* Entries supplied *

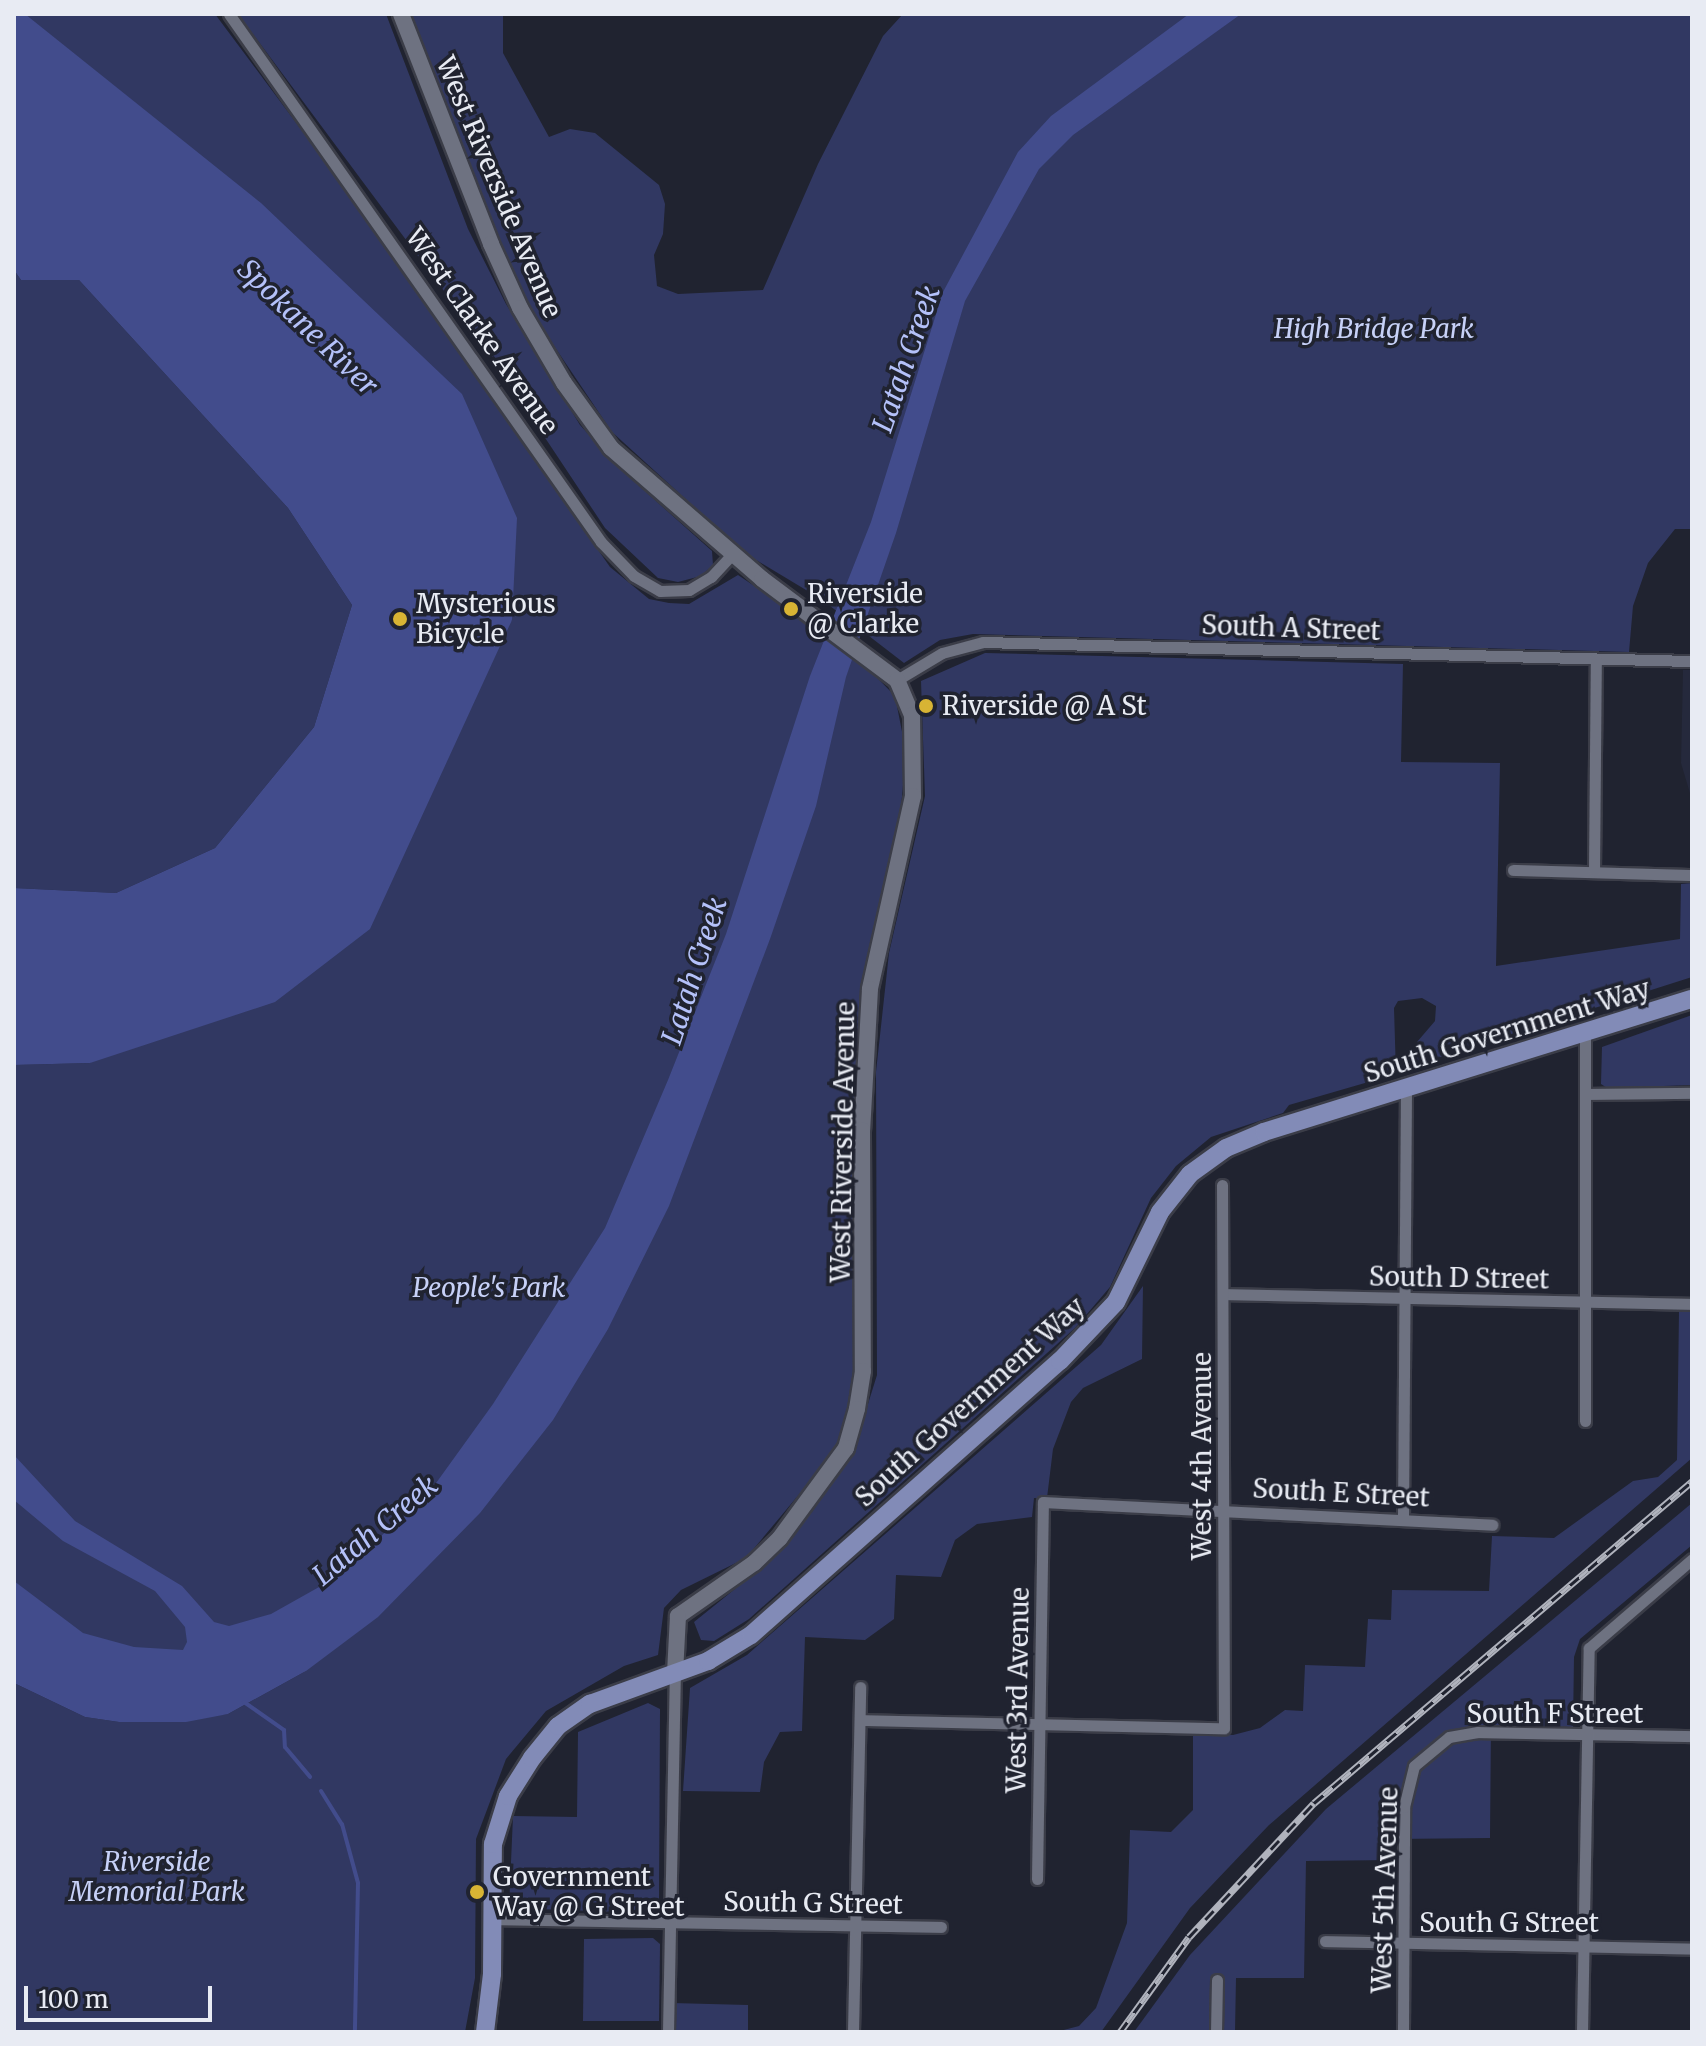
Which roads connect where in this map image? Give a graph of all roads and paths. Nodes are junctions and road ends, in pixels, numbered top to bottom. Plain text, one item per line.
1 (229, 14) edge
2 (401, 14) edge
3 (733, 553) junction
4 (1596, 659) junction
5 (1692, 661) edge
6 (897, 680) junction
7 (1513, 870) dead end
8 (1594, 871) junction
9 (1692, 875) edge
10 (1692, 999) edge
11 (1585, 1035) junction
12 (1406, 1089) junction
13 (1692, 1093) edge
14 (1589, 1094) junction
15 (1222, 1185) dead end
16 (1225, 1294) junction
17 (1402, 1298) junction
18 (1586, 1303) junction
19 (1692, 1304) edge
20 (1585, 1421) dead end
21 (1043, 1502) joint
22 (1224, 1509) junction
23 (1403, 1517) junction
24 (1492, 1525) dead end
25 (1692, 1559) edge
26 (675, 1673) junction
27 (860, 1687) dead end
28 (860, 1720) junction
29 (1039, 1724) junction
30 (1585, 1736) junction
31 (1692, 1736) edge
32 (1425, 1755) joint
33 (1037, 1879) dead end
34 (492, 1919) junction
35 (671, 1923) junction
36 (854, 1926) junction
37 (941, 1927) dead end
38 (1325, 1941) dead end
39 (1405, 1944) junction
40 (1583, 1945) junction
41 (1692, 1949) edge
42 (1217, 1980) dead end
43 (485, 2032) edge
44 (668, 2032) edge
45 (853, 2032) edge
46 (1216, 2032) edge
47 (1403, 2032) edge
48 (1582, 2032) edge

1 - 3 street, West Clarke Avenue
2 - 3 main road, West Riverside Avenue
3 - 6 main road, West Riverside Avenue
4 - 5 street, South A Street
4 - 6 street, South A Street
4 - 8 street
6 - 26 main road, West Riverside Avenue
7 - 8 street
8 - 9 street
10 - 11 main road, South Government Way
11 - 12 main road, South Government Way
11 - 14 street
12 - 17 street
12 - 26 main road, South Government Way
13 - 14 street
14 - 18 street
15 - 16 street, West 4th Avenue
16 - 17 street, South D Street
16 - 22 street, West 4th Avenue
17 - 18 street, South D Street
17 - 23 street
18 - 19 street, South D Street
18 - 20 street
21 - 22 street, South E Street
21 - 29 street, West 3rd Avenue
22 - 23 street, South E Street
22 - 29 street, West 4th Avenue
23 - 24 street, South E Street
25 - 30 street
26 - 34 main road, South Government Way
26 - 35 street
27 - 28 street
28 - 29 street
28 - 36 street
29 - 33 street, West 3rd Avenue
30 - 31 street, South F Street
30 - 32 street, South F Street
30 - 40 street
32 - 39 street, West 5th Avenue
34 - 35 street, South G Street
34 - 43 main road, South Government Way
35 - 36 street, South G Street
35 - 44 street
36 - 37 street, South G Street
36 - 45 street
38 - 39 street, South G Street
39 - 40 street, South G Street
39 - 47 street, West 5th Avenue
40 - 41 street, South G Street
40 - 48 street
42 - 46 street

* Problem details *
Search the data for the string "main" and copy out every line where it is found.

* Your response *
2 - 3 main road, West Riverside Avenue
3 - 6 main road, West Riverside Avenue
6 - 26 main road, West Riverside Avenue
10 - 11 main road, South Government Way
11 - 12 main road, South Government Way
12 - 26 main road, South Government Way
26 - 34 main road, South Government Way
34 - 43 main road, South Government Way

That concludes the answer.